Nystul suggested that the first step to solve an ethical dilemma is to identify what ethical questions are involved in the case.
the Nothing is really wrong with the sentence, but here are some thoughts anyway:
"what ethical questions" or "which ethical questions" -- generally, either is grammatically correct here. However, "what" implies the choice is open-ended while "which" implies a choice between a finite number of options. Since there are not an infinite number of issues, to my ear "which" feels/sounds better.
"in the case" is not really needed here. The sentence meaning does not change if the phrase were to be deleted ... and the sentence would be tighter.

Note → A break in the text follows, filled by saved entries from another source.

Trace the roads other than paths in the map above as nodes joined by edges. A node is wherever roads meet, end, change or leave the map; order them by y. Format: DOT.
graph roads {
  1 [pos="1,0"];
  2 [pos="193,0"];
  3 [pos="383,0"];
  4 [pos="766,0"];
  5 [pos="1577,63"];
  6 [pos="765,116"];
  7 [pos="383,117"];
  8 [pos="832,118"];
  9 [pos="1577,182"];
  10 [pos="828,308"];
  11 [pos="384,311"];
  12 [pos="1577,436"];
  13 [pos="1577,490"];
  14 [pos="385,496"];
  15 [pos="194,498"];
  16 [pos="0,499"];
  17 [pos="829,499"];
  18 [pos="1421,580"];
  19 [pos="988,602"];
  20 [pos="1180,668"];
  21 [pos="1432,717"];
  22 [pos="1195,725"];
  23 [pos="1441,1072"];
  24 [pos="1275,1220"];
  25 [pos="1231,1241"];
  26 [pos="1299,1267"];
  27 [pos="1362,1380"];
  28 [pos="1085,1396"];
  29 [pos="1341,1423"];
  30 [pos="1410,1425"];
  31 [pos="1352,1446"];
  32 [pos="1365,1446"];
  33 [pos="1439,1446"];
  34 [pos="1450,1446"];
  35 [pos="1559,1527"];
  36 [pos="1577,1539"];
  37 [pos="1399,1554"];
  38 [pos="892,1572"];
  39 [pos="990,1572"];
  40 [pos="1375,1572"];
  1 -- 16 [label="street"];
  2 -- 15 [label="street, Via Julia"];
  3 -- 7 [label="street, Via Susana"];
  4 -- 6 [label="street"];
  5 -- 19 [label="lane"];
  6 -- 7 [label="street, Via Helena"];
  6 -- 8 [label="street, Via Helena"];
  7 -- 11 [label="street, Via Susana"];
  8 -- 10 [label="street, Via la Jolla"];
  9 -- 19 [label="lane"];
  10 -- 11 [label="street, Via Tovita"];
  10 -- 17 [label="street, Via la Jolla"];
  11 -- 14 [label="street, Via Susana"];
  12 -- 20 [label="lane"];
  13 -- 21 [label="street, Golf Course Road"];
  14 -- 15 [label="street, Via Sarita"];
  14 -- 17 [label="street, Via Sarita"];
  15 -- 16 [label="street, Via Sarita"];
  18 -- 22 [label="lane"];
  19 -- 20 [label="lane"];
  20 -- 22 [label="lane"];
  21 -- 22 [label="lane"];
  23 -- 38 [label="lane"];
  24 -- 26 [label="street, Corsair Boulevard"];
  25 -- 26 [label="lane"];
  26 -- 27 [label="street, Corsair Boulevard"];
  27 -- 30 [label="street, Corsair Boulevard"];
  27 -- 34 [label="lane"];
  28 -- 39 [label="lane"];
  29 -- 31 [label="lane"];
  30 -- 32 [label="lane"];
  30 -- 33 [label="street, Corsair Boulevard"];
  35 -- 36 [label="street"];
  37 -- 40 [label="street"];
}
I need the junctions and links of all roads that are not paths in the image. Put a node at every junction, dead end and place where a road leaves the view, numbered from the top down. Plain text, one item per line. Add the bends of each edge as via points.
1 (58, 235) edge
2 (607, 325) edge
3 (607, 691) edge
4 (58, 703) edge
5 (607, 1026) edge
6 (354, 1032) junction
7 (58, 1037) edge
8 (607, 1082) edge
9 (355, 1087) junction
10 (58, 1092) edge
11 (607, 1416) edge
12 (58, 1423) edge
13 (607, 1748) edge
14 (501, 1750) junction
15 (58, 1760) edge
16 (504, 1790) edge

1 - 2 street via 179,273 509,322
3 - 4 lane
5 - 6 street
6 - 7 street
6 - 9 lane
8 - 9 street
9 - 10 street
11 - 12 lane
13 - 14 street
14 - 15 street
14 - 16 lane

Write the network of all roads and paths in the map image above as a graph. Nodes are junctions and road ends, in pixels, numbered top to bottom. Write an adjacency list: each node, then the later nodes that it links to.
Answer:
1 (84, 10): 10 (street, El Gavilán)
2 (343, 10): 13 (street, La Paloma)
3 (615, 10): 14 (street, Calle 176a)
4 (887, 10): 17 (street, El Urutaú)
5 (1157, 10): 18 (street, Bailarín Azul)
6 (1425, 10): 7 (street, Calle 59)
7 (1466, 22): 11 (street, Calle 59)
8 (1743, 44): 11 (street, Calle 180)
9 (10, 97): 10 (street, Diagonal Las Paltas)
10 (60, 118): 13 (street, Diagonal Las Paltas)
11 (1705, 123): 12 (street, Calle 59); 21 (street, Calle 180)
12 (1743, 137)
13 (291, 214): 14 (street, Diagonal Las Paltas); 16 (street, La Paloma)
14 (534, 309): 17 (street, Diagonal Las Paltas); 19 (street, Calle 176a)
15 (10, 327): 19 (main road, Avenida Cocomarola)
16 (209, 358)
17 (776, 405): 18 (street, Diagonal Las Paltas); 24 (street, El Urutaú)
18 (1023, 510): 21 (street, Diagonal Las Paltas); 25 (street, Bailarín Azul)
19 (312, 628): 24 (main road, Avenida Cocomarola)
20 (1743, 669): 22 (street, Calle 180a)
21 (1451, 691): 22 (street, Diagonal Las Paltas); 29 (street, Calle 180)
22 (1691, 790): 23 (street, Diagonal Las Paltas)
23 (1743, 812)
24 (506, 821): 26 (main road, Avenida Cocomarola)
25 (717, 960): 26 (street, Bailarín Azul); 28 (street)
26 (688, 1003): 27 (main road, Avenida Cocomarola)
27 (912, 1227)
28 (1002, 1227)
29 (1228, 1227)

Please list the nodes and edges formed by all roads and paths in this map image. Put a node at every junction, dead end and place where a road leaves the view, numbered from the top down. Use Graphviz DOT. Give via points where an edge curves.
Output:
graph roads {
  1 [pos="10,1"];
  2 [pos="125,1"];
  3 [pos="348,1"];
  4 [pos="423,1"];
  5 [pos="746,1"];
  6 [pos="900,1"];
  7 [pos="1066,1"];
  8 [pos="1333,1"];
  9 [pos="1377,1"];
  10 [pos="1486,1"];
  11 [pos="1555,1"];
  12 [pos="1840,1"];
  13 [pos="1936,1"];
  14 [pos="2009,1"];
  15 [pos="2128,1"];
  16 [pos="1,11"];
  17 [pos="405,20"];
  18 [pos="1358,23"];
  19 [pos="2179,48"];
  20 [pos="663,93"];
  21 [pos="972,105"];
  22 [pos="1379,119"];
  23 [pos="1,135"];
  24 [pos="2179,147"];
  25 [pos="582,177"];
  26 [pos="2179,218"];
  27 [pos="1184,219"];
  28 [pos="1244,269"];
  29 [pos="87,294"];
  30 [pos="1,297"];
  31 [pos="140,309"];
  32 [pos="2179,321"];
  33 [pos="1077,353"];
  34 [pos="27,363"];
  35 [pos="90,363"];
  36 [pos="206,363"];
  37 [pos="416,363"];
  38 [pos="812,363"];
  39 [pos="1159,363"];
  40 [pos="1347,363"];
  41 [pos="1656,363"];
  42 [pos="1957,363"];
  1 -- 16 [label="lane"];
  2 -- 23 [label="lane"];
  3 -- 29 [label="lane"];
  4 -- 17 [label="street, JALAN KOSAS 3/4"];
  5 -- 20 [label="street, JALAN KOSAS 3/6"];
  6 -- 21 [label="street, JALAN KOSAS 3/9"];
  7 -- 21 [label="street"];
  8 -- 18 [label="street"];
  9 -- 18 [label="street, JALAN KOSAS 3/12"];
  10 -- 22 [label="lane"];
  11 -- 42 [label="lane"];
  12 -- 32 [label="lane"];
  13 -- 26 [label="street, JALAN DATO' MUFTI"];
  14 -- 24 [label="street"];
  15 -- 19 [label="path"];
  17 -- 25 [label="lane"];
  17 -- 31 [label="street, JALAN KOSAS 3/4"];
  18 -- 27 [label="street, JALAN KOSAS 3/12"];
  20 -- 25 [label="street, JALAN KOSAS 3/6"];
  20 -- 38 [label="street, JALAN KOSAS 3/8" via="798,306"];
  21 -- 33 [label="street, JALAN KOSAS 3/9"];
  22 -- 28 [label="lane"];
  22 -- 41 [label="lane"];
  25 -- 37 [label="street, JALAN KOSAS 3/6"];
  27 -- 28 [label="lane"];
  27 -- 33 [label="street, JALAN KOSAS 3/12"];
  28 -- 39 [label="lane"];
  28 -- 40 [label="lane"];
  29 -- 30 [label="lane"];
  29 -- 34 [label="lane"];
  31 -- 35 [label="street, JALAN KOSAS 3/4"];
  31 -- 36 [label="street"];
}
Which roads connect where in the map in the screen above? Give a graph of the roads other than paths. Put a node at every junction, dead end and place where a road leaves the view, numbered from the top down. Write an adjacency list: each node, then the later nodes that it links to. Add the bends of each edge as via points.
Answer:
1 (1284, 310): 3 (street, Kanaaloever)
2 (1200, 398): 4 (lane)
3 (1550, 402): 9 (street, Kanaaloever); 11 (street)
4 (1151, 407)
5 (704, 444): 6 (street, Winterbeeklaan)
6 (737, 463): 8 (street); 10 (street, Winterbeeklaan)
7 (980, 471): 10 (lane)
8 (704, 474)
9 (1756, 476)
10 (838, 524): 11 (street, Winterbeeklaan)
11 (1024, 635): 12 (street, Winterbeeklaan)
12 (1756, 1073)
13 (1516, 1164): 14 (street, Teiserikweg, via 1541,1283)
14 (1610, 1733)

Technically, you should use the present tense -- Nystul suggests -- when reporting on the writing of others. This is called the "literary present tense" and is used because writing is considered to exist in the eternal present (even if the words were put to paper in the past). So Nystul wrote in 2006 (past tense) but in that writing he argues that ... (present tense).
You might also wish to reorder the sentence to make it more powerful.
To solve an ethical dilemma, Nystul (2006) suggests first identifying the ethical issues involved.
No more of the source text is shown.